Gratitude and loyalty are virtues, so it is entirely understandable that Vance would be hesitant to throw under the bus a friend who has also been a crucial patron. Vance has also postured himself as an opponent of “cancel culture,” and since the Carlson–Fuentes controversy broke, he has tried to square the circle by asking for peace between warring factions and criticizing Fuentes — but, carefully, not Carlson. Nobody is fooled by the pretense of what my colleague Noah Rothman branded Vance’s “performative neutrality”: Vance immediately pivoted to attacking Carlson’s critics while looking the other way at how intently Carlson focuses on assaults on Republicans (even Trump), and Vance himself has for years now taken to scorched-earth ad hominem attacks on Republicans and conservatives who don’t share his foreign policy views. He’s simply trying to circle the wagons in defense of Carlson without saying so.

 

For now, at least, Carlson remains enough in the good graces of both Trump and Vance to get multiple recent invitations to the White House, one of which resulted in his being asked to sit in on a Trump meeting with oil executives to discuss Venezuela not long after Trump arrested the Venezuelan leader whom Carlson had defended.
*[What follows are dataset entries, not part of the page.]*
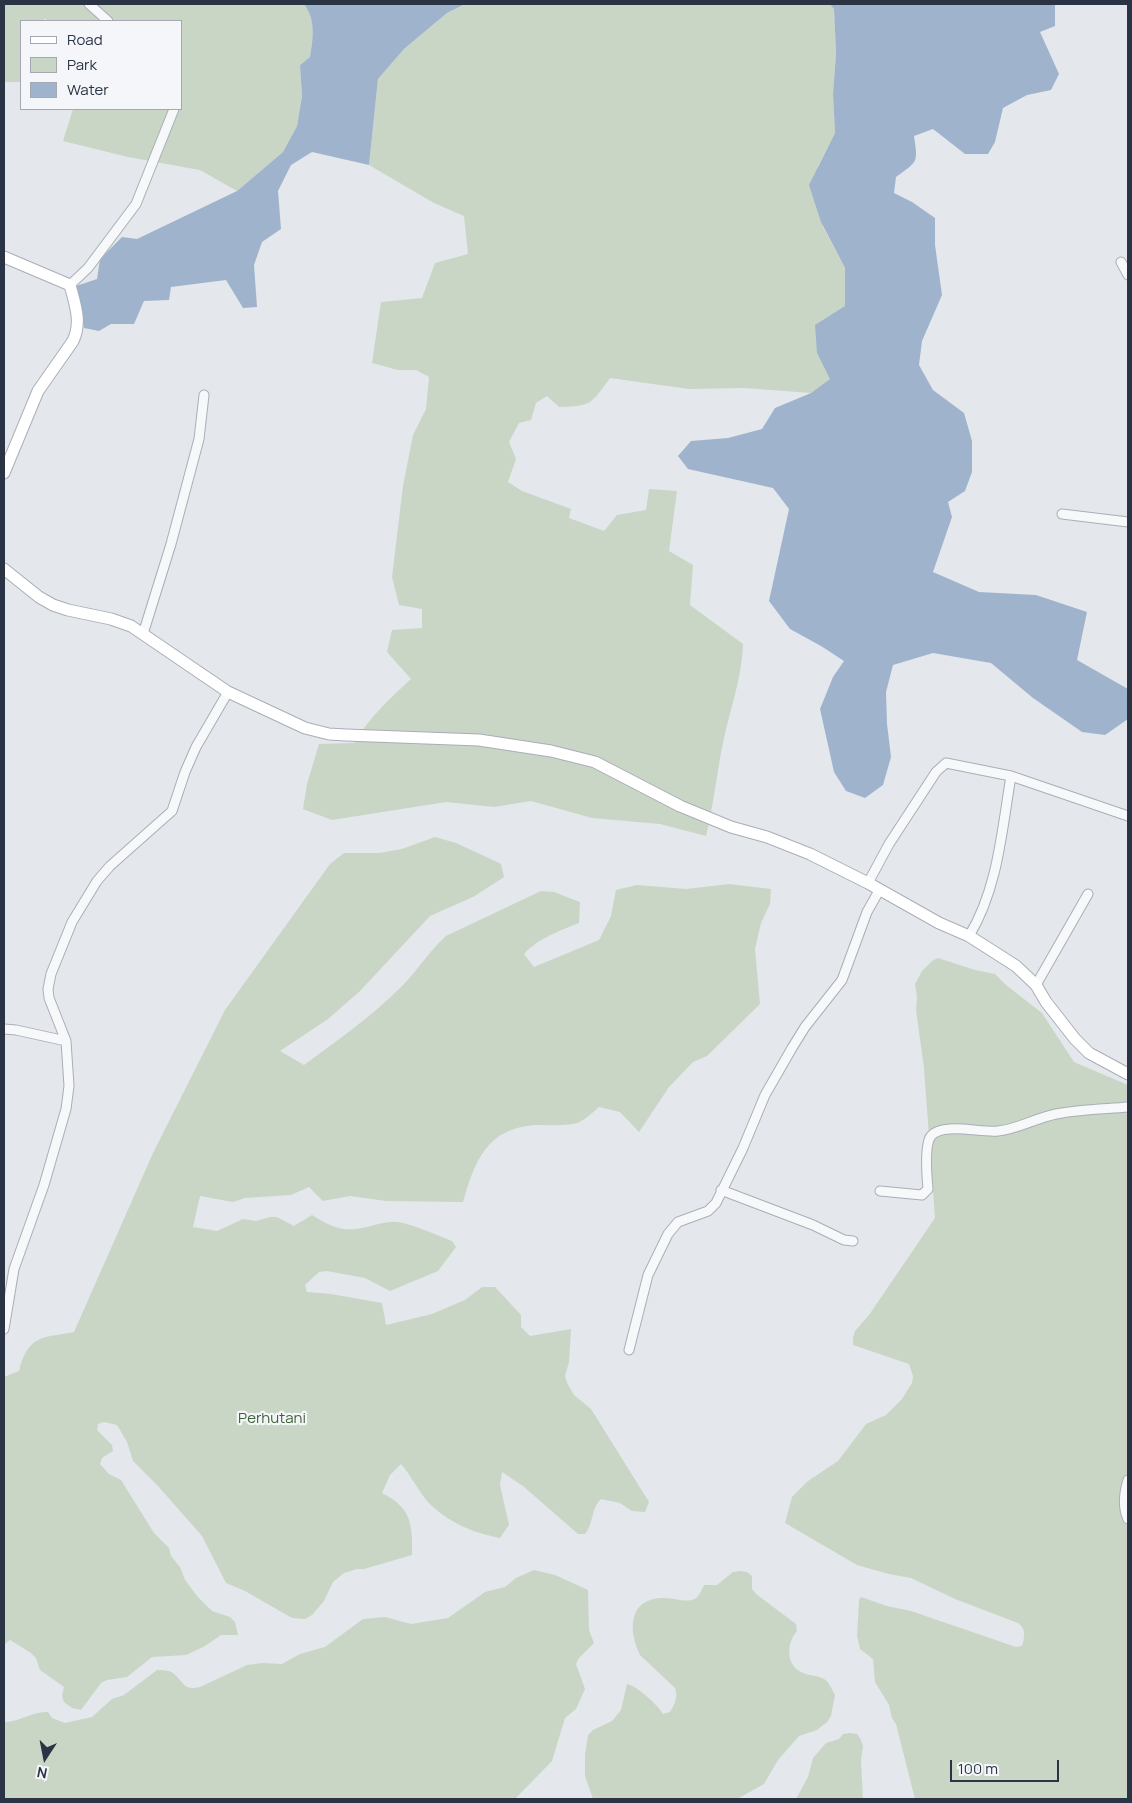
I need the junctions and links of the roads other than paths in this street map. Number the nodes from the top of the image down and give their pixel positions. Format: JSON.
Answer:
{"nodes":[{"id":1,"x":90,"y":4,"type":"edge"},
{"id":2,"x":107,"y":20,"type":"edge"},
{"id":3,"x":174,"y":110,"type":"edge"},
{"id":4,"x":4,"y":257,"type":"edge"},
{"id":5,"x":1121,"y":262,"type":"dead end"},
{"id":6,"x":1128,"y":275,"type":"edge"},
{"id":7,"x":70,"y":285,"type":"junction"},
{"id":8,"x":204,"y":395,"type":"dead end"},
{"id":9,"x":8,"y":451,"type":"edge"},
{"id":10,"x":4,"y":473,"type":"edge"},
{"id":11,"x":1062,"y":514,"type":"dead end"},
{"id":12,"x":1128,"y":522,"type":"edge"},
{"id":13,"x":4,"y":569,"type":"edge"},
{"id":14,"x":143,"y":634,"type":"junction"},
{"id":15,"x":228,"y":692,"type":"junction"},
{"id":16,"x":1011,"y":776,"type":"junction"},
{"id":17,"x":1128,"y":816,"type":"edge"},
{"id":18,"x":868,"y":883,"type":"junction"},
{"id":19,"x":880,"y":889,"type":"junction"},
{"id":20,"x":1088,"y":894,"type":"dead end"},
{"id":21,"x":969,"y":936,"type":"junction"},
{"id":22,"x":1036,"y":985,"type":"junction"},
{"id":23,"x":4,"y":1029,"type":"edge"},
{"id":24,"x":66,"y":1041,"type":"junction"},
{"id":25,"x":1128,"y":1074,"type":"edge"},
{"id":26,"x":1128,"y":1107,"type":"edge"},
{"id":27,"x":722,"y":1190,"type":"junction"},
{"id":28,"x":880,"y":1191,"type":"dead end"},
{"id":29,"x":853,"y":1241,"type":"dead end"},
{"id":30,"x":4,"y":1329,"type":"edge"},
{"id":31,"x":629,"y":1350,"type":"dead end"},
{"id":32,"x":1128,"y":1480,"type":"edge"},
{"id":33,"x":1128,"y":1519,"type":"edge"}],
"edges":[{"from":1,"to":2,"type":"street"},
{"from":3,"to":7,"type":"street"},
{"from":4,"to":7,"type":"street"},
{"from":5,"to":6,"type":"street"},
{"from":7,"to":9,"type":"street"},
{"from":8,"to":14,"type":"street"},
{"from":9,"to":10,"type":"street"},
{"from":11,"to":12,"type":"street"},
{"from":13,"to":14,"type":"street"},
{"from":14,"to":15,"type":"street"},
{"from":15,"to":18,"type":"street"},
{"from":15,"to":24,"type":"street"},
{"from":16,"to":17,"type":"street"},
{"from":16,"to":18,"type":"street"},
{"from":16,"to":21,"type":"street"},
{"from":18,"to":19,"type":"street"},
{"from":19,"to":21,"type":"street"},
{"from":19,"to":27,"type":"street"},
{"from":20,"to":22,"type":"street"},
{"from":21,"to":22,"type":"street"},
{"from":22,"to":25,"type":"street"},
{"from":23,"to":24,"type":"street"},
{"from":24,"to":30,"type":"street"},
{"from":26,"to":28,"type":"street"},
{"from":27,"to":29,"type":"street"},
{"from":27,"to":31,"type":"street"},
{"from":32,"to":33,"type":"street"}]}
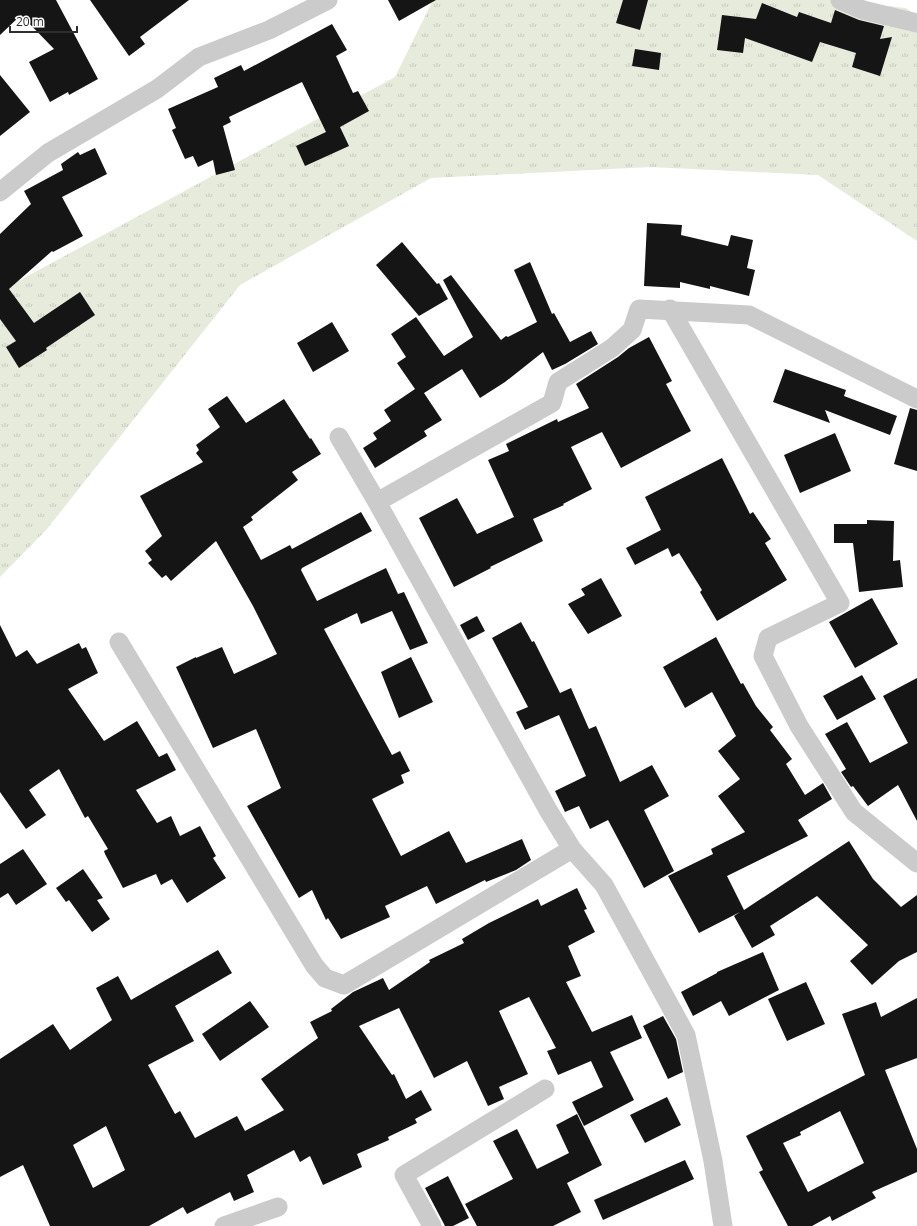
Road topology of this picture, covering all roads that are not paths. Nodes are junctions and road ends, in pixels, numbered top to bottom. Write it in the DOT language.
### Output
graph roads {
  1 [pos="328,0"];
  2 [pos="840,0"];
  3 [pos="917,23"];
  4 [pos="0,192"];
  5 [pos="670,310"];
  6 [pos="917,399"];
  7 [pos="339,437"];
  8 [pos="377,502"];
  9 [pos="119,642"];
  10 [pos="572,849"];
  11 [pos="917,863"];
  12 [pos="545,1089"];
  13 [pos="278,1207"];
  14 [pos="224,1226"];
  15 [pos="432,1226"];
  16 [pos="723,1226"];
  1 -- 4 [label="street"];
  2 -- 3 [label="street"];
  5 -- 6 [label="street"];
  5 -- 8 [label="street"];
  5 -- 11 [label="street"];
  7 -- 8 [label="street"];
  8 -- 10 [label="street"];
  9 -- 10 [label="street"];
  10 -- 16 [label="street"];
  12 -- 15 [label="street"];
  13 -- 14 [label="street"];
}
If Trump finally tires of Carlson, the conflict between Vance’s loyalty to Carlson and the urgent priority of staying in Trump’s good graces will sharpen.

 

How You Win

 

Historically, one president after another has taught us the lesson that you don’t get to be president unless you’re the sort of person who will make the attainment and retention of that office a higher priority than loyalty to friends, allies, mentors, and patrons.

 

Trump, of course, has often turned on people who no longer served his purposes, and Bill Clinton did, too — even people who fell on their swords for him in investigations. Chester Arthur sold out the corrupt New York political boss Roscoe Conkling, to whom he owed everything, in accepting the vice-presidential nomination and then pursuing civil service reform as president. Harry Truman distanced himself from machine boss Tom Pendergast, who sponsored his career, when he needed to. Jimmy Carter got elected governor of Georgia by signaling that he’d govern like his mentor, arch-segregationist Lester Maddox — then turned on a dime once in office. Ronald Reagan sacked veteran campaign manager John Sears on the eve of the 1980 New Hampshire primary.

 

The most dramatic recent case was Barack Obama. Obama credited the volatile, incendiary, and bigoted Reverend Jeremiah Wright — and specifically, Wright’s radical politics — with bringing the irreligious Obama into a church. He titled his second book The Audacity of Hope after one of Wright’s sermons. When pressed on Wright’s views in March 2008, Obama distanced himself, but declared that he could no more denounce Wright than his white grandmother. While this was widely praised at the time as the greatest speech in American history, it didn’t get Obama out of his jam in the tight primary with Hillary Clinton, so in late April, he went further, branding Wright’s continuing comments “divisive and destructive”:

 

Appearing pained and irritated, the senator from Illinois said that Wright, who used a nationally televised speech Monday at the National Press Club to repeat some of his most incendiary comments, was “not the person that I met 20 years ago.” Obama called the pastor’s appearance a “spectacle” and a “performance,” and said it was a “show of disrespect to me” and “an insult to what we’ve been trying to do in this campaign.”

 

That got Obama where he needed to go, and his supporters turned on Wright. As one pastor said at the time: “I wish that Jeremiah, my friend, had kept his eye on the prize . . . the prize here for America, for all Americans, is that we can elect the first black man for the presidency.” For that, they would sacrifice anything and anyone. And so would Vance’s supporters. But if he insists on putting Tucker Carlson first and the presidency second, he may find that he has lost both.